Whenever "paths" appears in a line, please copy that line from the data.
►
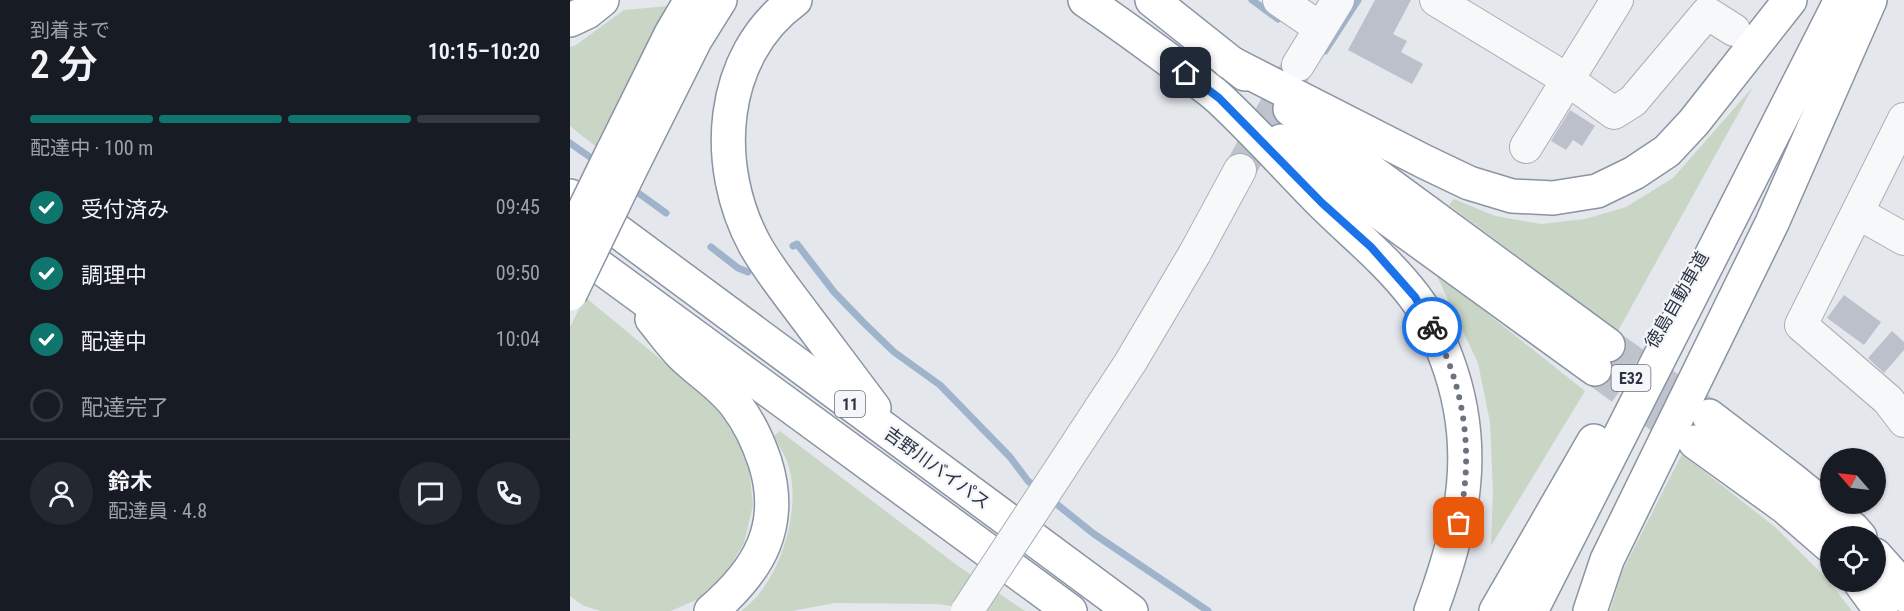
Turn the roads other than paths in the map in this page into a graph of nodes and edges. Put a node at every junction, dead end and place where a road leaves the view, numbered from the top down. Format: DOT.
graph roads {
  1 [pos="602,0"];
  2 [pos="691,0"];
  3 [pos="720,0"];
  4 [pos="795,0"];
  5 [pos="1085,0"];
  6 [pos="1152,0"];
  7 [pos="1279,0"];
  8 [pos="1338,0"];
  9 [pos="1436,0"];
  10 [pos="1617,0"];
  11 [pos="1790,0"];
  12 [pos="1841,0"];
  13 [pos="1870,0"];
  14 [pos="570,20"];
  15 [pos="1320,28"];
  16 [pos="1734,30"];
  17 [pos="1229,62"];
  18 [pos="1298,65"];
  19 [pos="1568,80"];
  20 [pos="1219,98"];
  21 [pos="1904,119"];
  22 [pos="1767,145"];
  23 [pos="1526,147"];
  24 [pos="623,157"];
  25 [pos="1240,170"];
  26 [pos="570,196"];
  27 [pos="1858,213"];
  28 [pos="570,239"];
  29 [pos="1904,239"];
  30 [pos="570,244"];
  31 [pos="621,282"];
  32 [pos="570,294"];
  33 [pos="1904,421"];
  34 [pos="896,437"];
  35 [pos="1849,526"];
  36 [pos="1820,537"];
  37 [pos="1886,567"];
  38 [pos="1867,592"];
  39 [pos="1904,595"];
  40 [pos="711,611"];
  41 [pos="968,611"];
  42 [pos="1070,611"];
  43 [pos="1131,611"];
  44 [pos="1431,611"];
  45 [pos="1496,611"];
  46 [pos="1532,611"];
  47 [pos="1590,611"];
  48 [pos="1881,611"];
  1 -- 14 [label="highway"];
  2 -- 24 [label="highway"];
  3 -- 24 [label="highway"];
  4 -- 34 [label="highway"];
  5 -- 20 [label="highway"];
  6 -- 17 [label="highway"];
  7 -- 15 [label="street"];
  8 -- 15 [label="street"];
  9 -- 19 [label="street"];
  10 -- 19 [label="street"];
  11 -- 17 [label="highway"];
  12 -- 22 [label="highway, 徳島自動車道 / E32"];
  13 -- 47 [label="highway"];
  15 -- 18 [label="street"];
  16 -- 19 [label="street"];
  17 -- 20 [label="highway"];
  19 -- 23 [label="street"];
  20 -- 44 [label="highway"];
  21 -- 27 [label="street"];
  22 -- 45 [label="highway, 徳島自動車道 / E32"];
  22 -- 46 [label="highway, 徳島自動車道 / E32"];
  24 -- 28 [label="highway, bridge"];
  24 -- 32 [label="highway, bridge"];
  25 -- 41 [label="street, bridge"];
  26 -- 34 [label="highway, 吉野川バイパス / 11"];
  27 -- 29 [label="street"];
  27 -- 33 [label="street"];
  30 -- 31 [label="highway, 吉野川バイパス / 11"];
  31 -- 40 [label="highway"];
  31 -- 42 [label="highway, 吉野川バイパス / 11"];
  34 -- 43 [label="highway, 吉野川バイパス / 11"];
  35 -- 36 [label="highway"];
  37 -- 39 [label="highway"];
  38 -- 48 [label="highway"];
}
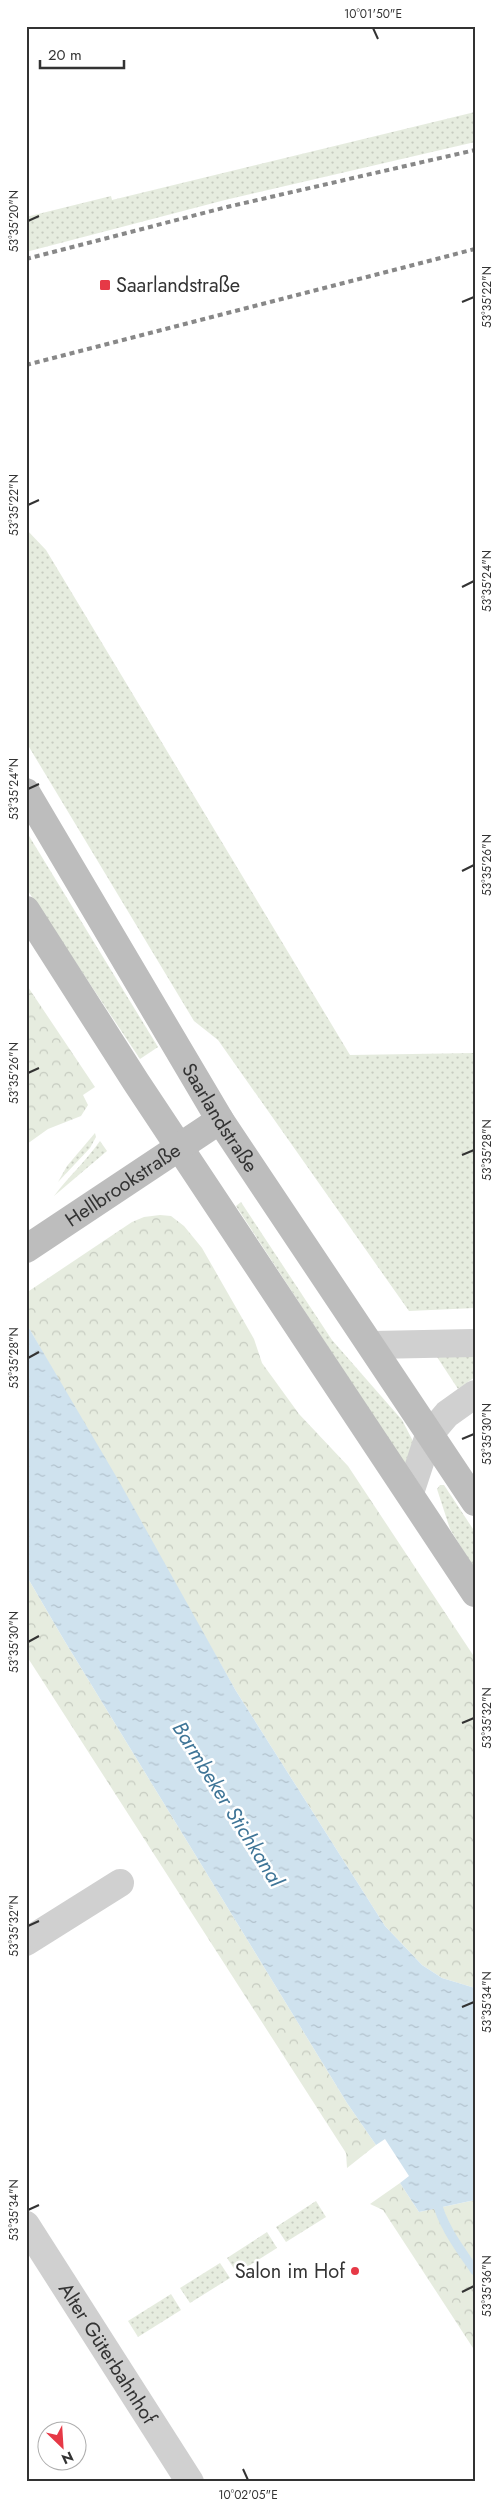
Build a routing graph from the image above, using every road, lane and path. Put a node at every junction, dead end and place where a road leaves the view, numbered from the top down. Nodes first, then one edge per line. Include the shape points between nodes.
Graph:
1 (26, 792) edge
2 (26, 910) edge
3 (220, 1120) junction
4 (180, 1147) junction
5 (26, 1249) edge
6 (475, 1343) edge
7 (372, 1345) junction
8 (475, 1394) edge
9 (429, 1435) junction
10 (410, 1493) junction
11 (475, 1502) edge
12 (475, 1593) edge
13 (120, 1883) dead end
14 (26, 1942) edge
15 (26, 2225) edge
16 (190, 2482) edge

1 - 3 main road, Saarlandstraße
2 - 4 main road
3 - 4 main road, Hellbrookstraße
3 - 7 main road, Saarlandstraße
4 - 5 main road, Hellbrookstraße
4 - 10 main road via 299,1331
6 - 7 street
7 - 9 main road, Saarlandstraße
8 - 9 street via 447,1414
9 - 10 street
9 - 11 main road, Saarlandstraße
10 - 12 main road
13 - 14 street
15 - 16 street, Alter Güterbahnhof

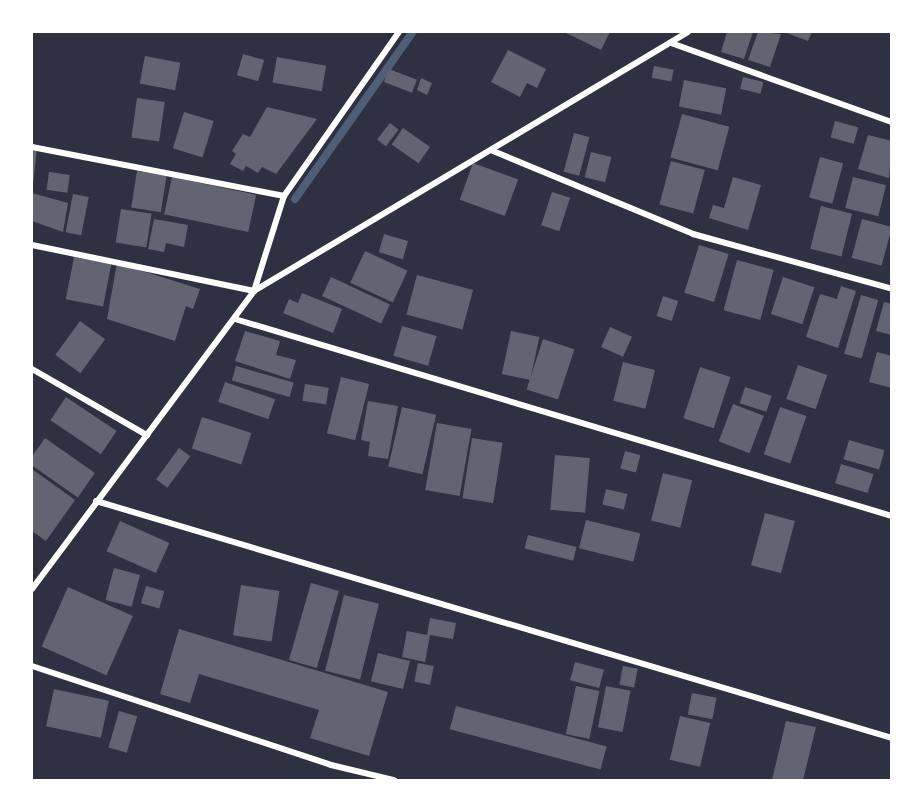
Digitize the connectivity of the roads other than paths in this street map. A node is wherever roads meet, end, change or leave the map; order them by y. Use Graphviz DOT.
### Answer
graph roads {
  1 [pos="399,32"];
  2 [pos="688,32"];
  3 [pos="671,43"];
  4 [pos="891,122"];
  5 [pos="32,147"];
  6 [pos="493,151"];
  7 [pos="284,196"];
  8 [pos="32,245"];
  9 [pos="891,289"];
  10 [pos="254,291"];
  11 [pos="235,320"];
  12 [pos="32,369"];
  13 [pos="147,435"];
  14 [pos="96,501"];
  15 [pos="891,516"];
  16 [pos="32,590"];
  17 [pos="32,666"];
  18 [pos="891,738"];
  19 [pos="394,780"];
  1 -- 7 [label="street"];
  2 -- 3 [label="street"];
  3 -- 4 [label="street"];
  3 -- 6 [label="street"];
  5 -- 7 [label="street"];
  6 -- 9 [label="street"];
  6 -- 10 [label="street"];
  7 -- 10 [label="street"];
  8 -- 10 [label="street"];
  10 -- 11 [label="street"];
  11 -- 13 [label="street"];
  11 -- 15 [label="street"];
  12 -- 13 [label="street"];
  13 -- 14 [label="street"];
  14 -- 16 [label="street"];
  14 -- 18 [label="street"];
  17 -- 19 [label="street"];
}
◄
Answer:
Turn the roads other than paths in the map in this page into a graph of nodes and edges. Put a node at every junction, dead end and place where a road leaves the view, numbered from the top down. Format: DOT.
Digitize the connectivity of the roads other than paths in this street map. A node is wherever roads meet, end, change or leave the map; order them by y. Use Graphviz DOT.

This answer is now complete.